**Stored entries**:
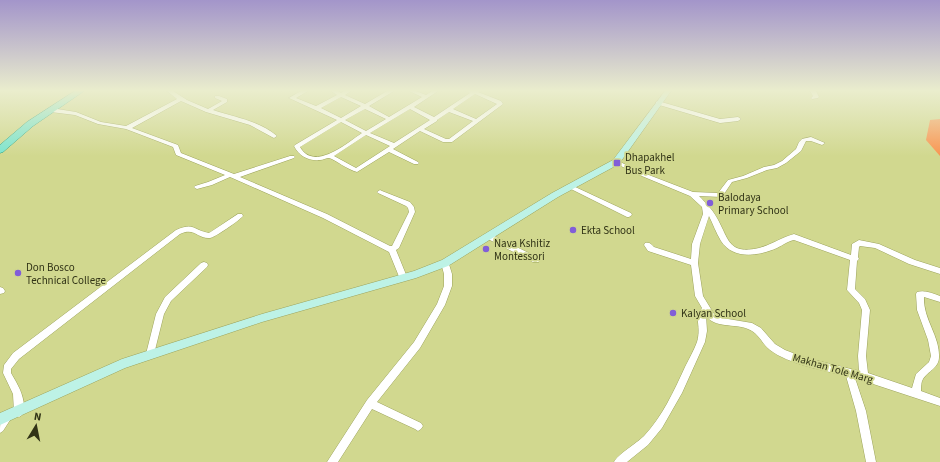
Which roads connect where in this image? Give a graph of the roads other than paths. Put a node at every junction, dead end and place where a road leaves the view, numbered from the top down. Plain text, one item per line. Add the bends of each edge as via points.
1 (47, 113) edge
2 (67, 113) edge
3 (156, 113) edge
4 (213, 113) edge
5 (326, 113) edge
6 (354, 113) edge
7 (378, 113) edge
8 (401, 113) edge
9 (421, 113) edge
10 (446, 113) edge
11 (456, 113) edge
12 (488, 113) edge
13 (651, 113) edge
14 (689, 113) edge
15 (390, 119) junction
16 (738, 119) dead end
17 (341, 120) junction
18 (435, 120) junction
19 (477, 122) junction
20 (127, 128) junction
21 (420, 129) junction
22 (366, 133) junction
23 (274, 136) dead end
24 (822, 143) dead end
25 (392, 148) junction
26 (0, 150) edge
27 (330, 156) junction
28 (292, 157) dead end
29 (616, 162) junction
30 (416, 164) dead end
31 (231, 176) junction
32 (197, 187) dead end
33 (571, 187) junction
34 (380, 192) dead end
35 (692, 194) junction
36 (705, 206) junction
37 (629, 215) dead end
38 (240, 216) dead end
39 (488, 236) junction
40 (648, 245) dead end
41 (392, 249) junction
42 (855, 259) junction
43 (536, 260) dead end
44 (445, 263) junction
45 (694, 263) junction
46 (204, 265) dead end
47 (940, 272) edge
48 (403, 277) junction
49 (940, 299) edge
50 (706, 310) junction
51 (150, 354) junction
52 (849, 372) junction
53 (864, 376) junction
54 (916, 392) junction
55 (940, 402) edge
56 (370, 403) junction
57 (18, 412) junction
58 (4, 418) edge
59 (418, 426) dead end
60 (0, 428) edge
61 (332, 462) edge
62 (619, 462) edge
63 (871, 462) edge

1 - 26 main road
2 - 20 street
3 - 20 street
4 - 23 street via 248,123
5 - 17 street
6 - 17 street
7 - 15 street
8 - 15 street
9 - 18 street
10 - 18 street
11 - 19 street
12 - 19 street
13 - 29 main road
14 - 16 street via 720,122
15 - 22 street
17 - 22 street
17 - 27 street via 297,146 304,155 315,159
18 - 21 street
19 - 21 street via 448,141
20 - 31 street via 176,146 178,154
21 - 25 street
22 - 25 street
22 - 27 street
24 - 35 street via 811,139 804,140 799,150 784,162 730,181 720,195
25 - 27 street via 357,170
25 - 30 street
28 - 31 street
29 - 33 main road
29 - 35 street
31 - 32 street
31 - 41 street via 325,216
33 - 37 street
33 - 39 main road
34 - 41 street via 411,207 412,212 395,248
35 - 36 street
36 - 42 street via 713,213 724,240 732,249 740,252 747,253 774,246 794,237
36 - 45 street via 706,214 696,244
38 - 57 street via 210,236 191,228 178,232 16,356 7,368 7,373 18,394
39 - 43 street
39 - 44 main road
40 - 45 street via 651,249
41 - 48 street
42 - 47 street via 855,246 864,243
42 - 53 street via 850,290 862,301 866,310 862,356
44 - 48 main road
44 - 56 street via 448,286 441,306 417,345
45 - 50 street via 699,296
46 - 51 street via 168,299 160,314
48 - 51 main road
49 - 54 street via 920,294 920,314 933,341 936,358 917,381
50 - 52 street, Makhan Tole Marg via 721,321 749,325 758,330 772,347 782,353 806,362
50 - 62 street via 701,314 701,342 662,421 647,439
51 - 57 main road via 122,364
52 - 53 street, Makhan Tole Marg
52 - 63 street via 861,411
53 - 54 street, Makhan Tole Marg
54 - 55 street, Makhan Tole Marg
56 - 59 street
56 - 61 street
57 - 58 main road
58 - 60 street

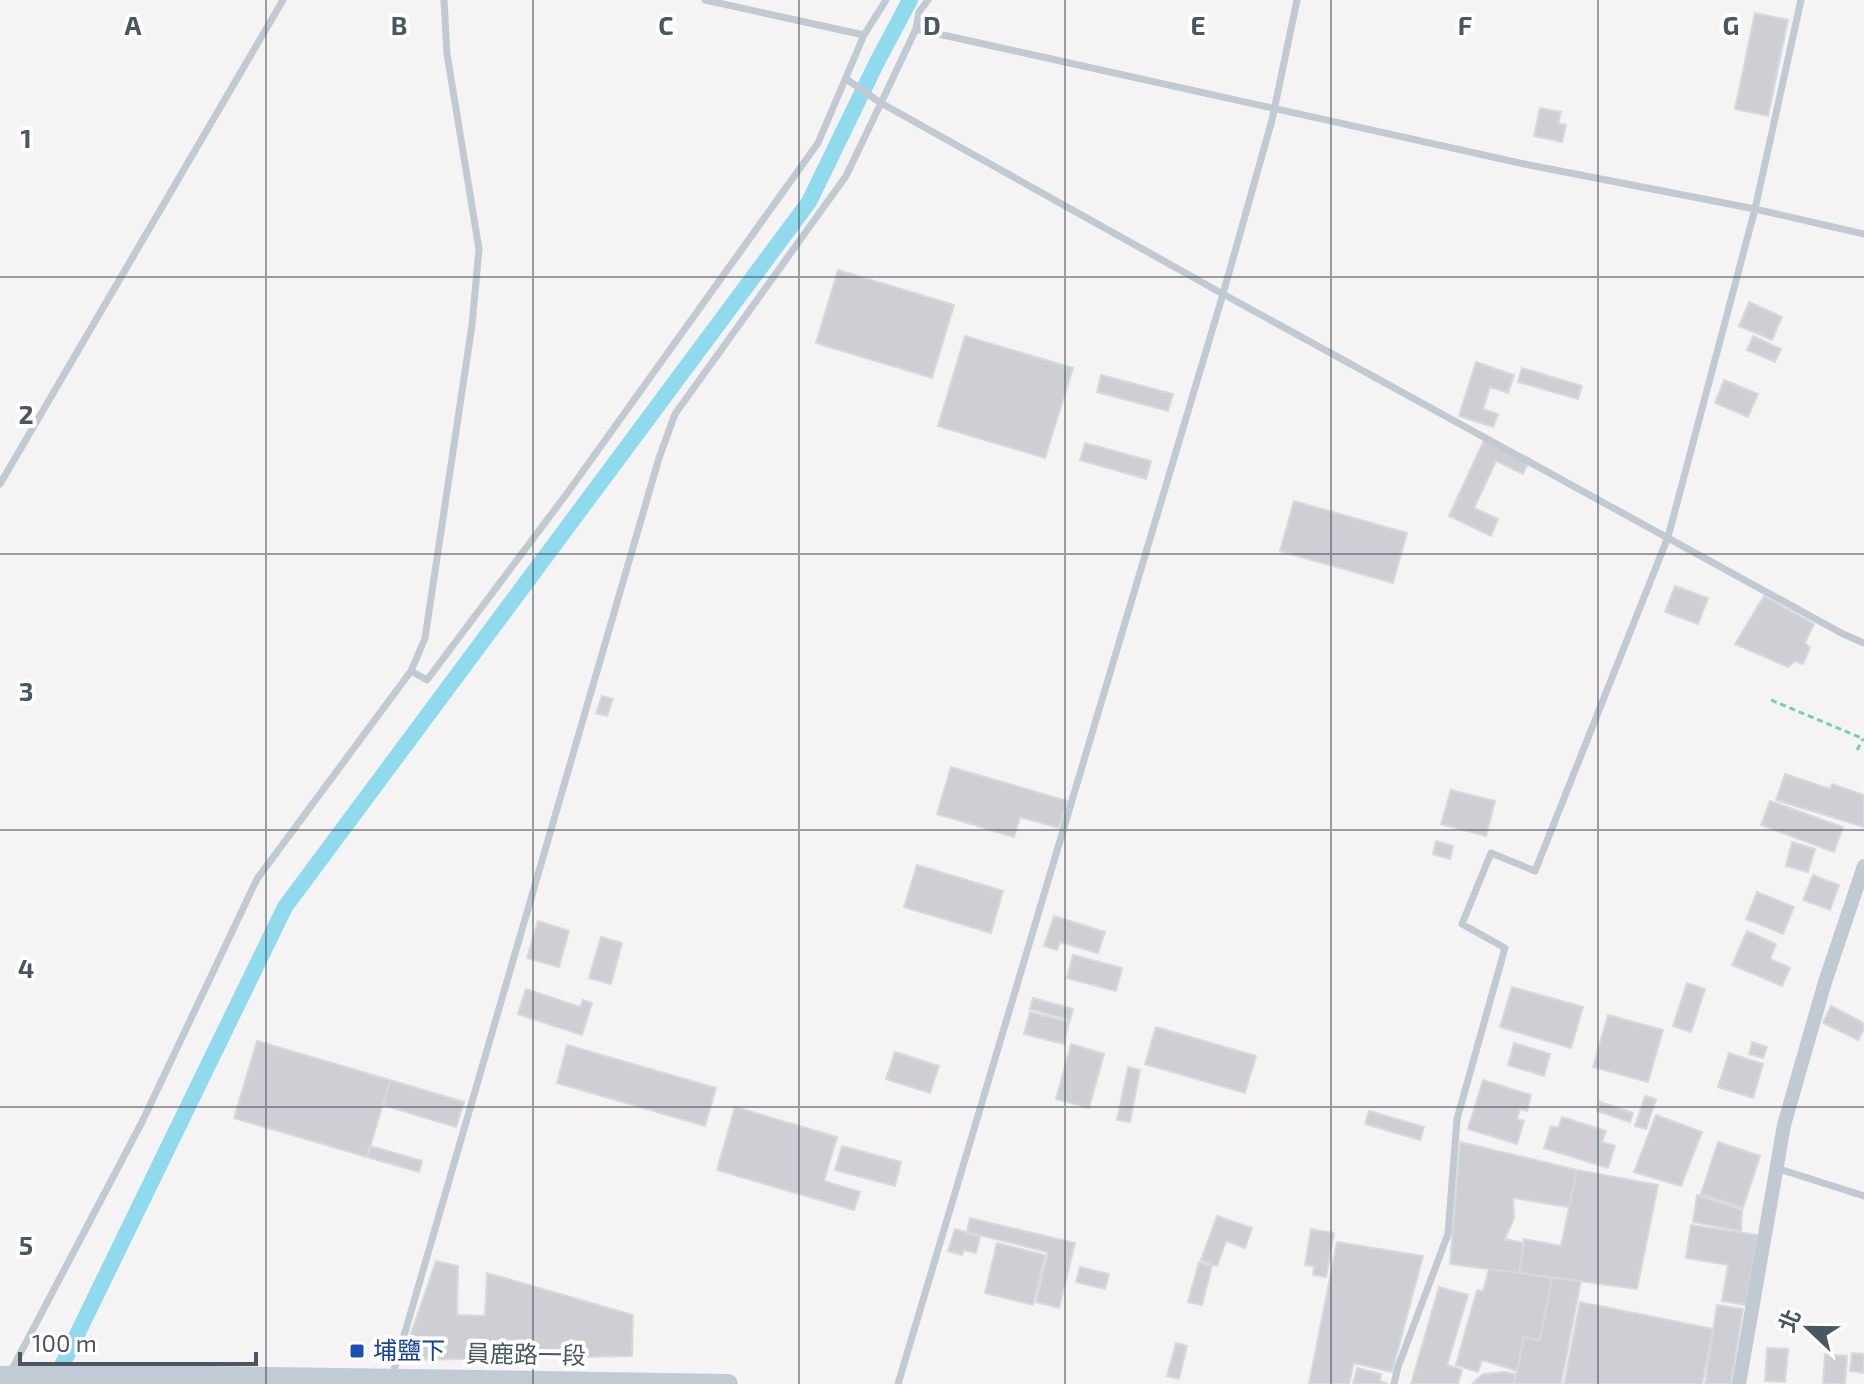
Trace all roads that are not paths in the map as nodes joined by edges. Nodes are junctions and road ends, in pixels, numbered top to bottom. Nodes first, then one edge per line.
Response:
1 (283, 0) edge
2 (444, 0) edge
3 (705, 0) edge
4 (886, 0) edge
5 (928, 0) edge
6 (1297, 0) edge
7 (1801, 0) edge
8 (916, 29) junction
9 (864, 35) junction
10 (846, 79) junction
11 (881, 103) junction
12 (1275, 108) junction
13 (1755, 209) junction
14 (1864, 234) edge
15 (1223, 294) junction
16 (0, 484) edge
17 (1668, 537) junction
18 (1864, 643) edge
19 (411, 671) junction
20 (1864, 866) edge
21 (1776, 1168) junction
22 (1864, 1196) edge
23 (86, 1377) edge
24 (4, 1378) edge
25 (391, 1379) junction
26 (246, 1380) edge
27 (728, 1384) edge
28 (898, 1384) edge
29 (1394, 1384) edge
30 (1739, 1384) edge

1 - 16 lane
2 - 19 lane
3 - 9 lane
4 - 9 lane
5 - 8 lane
6 - 12 lane
7 - 13 lane
8 - 11 lane
8 - 12 lane
9 - 10 lane
10 - 11 lane
10 - 19 lane
11 - 15 lane
11 - 25 lane
12 - 13 lane
12 - 15 lane
13 - 14 lane
13 - 17 lane
15 - 17 lane
15 - 28 lane
17 - 18 lane
17 - 29 lane
19 - 24 lane
20 - 21 street
21 - 22 lane
21 - 30 street
23 - 24 main road, 員鹿路一段
23 - 26 main road, 員鹿路一段
25 - 26 main road, 員鹿路一段
25 - 27 main road, 員鹿路一段

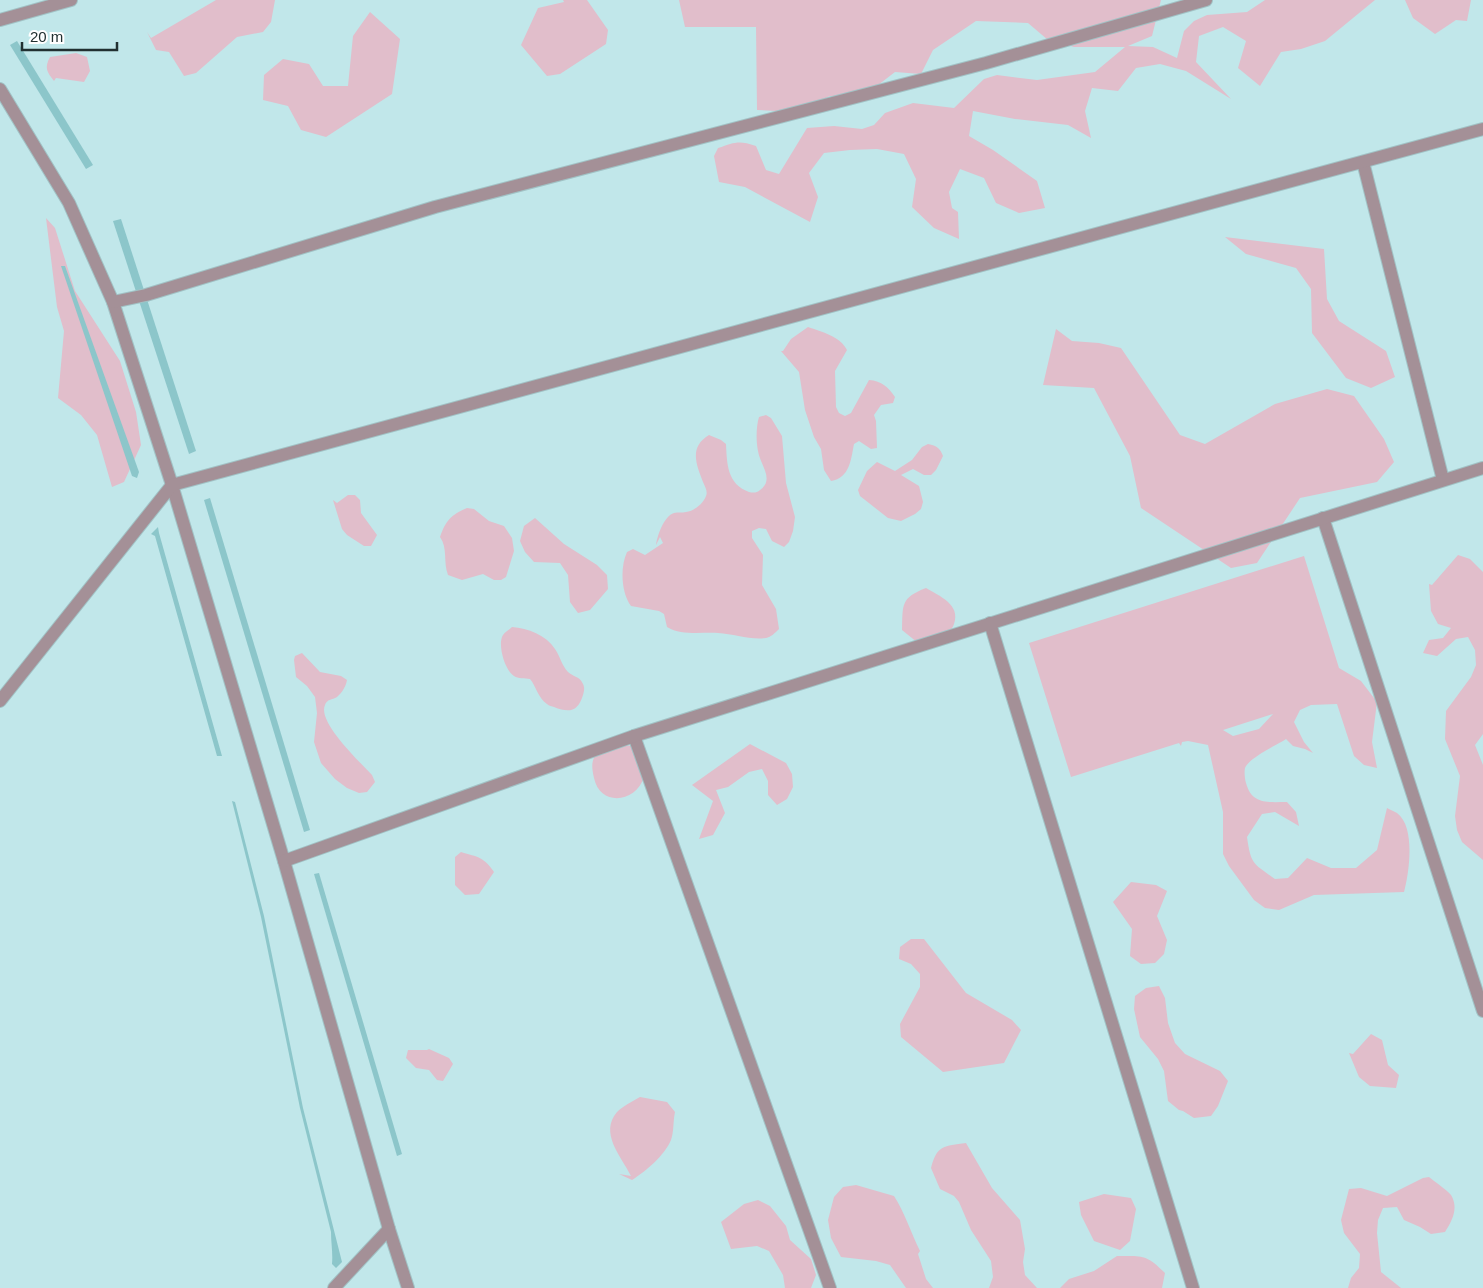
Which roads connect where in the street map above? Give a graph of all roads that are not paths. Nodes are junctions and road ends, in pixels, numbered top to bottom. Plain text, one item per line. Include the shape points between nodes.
1 (71, 0) edge
2 (1206, 0) edge
3 (0, 20) edge
4 (0, 89) edge
5 (1483, 129) edge
6 (1363, 162) junction
7 (113, 302) junction
8 (1483, 468) edge
9 (1444, 480) junction
10 (172, 485) junction
11 (1323, 518) junction
12 (990, 623) junction
13 (0, 701) edge
14 (634, 736) junction
15 (284, 861) junction
16 (1483, 1012) edge
17 (389, 1229) junction
18 (334, 1288) edge
19 (408, 1288) edge
20 (830, 1288) edge
21 (1193, 1288) edge

1 - 3 street
2 - 7 street via 986,63 435,207 146,295
4 - 7 street via 70,203
5 - 6 street
6 - 9 street
6 - 10 street
7 - 10 street
8 - 9 street
9 - 11 street
10 - 13 street
10 - 15 street
11 - 12 street
11 - 16 street
12 - 14 street
12 - 21 street
14 - 15 street
14 - 20 street
15 - 17 street
17 - 18 street
17 - 19 street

**Exercise objective**:
Look through the records above for the word "points". Report how many lines contain it, as a bare number.

**Task output**:
2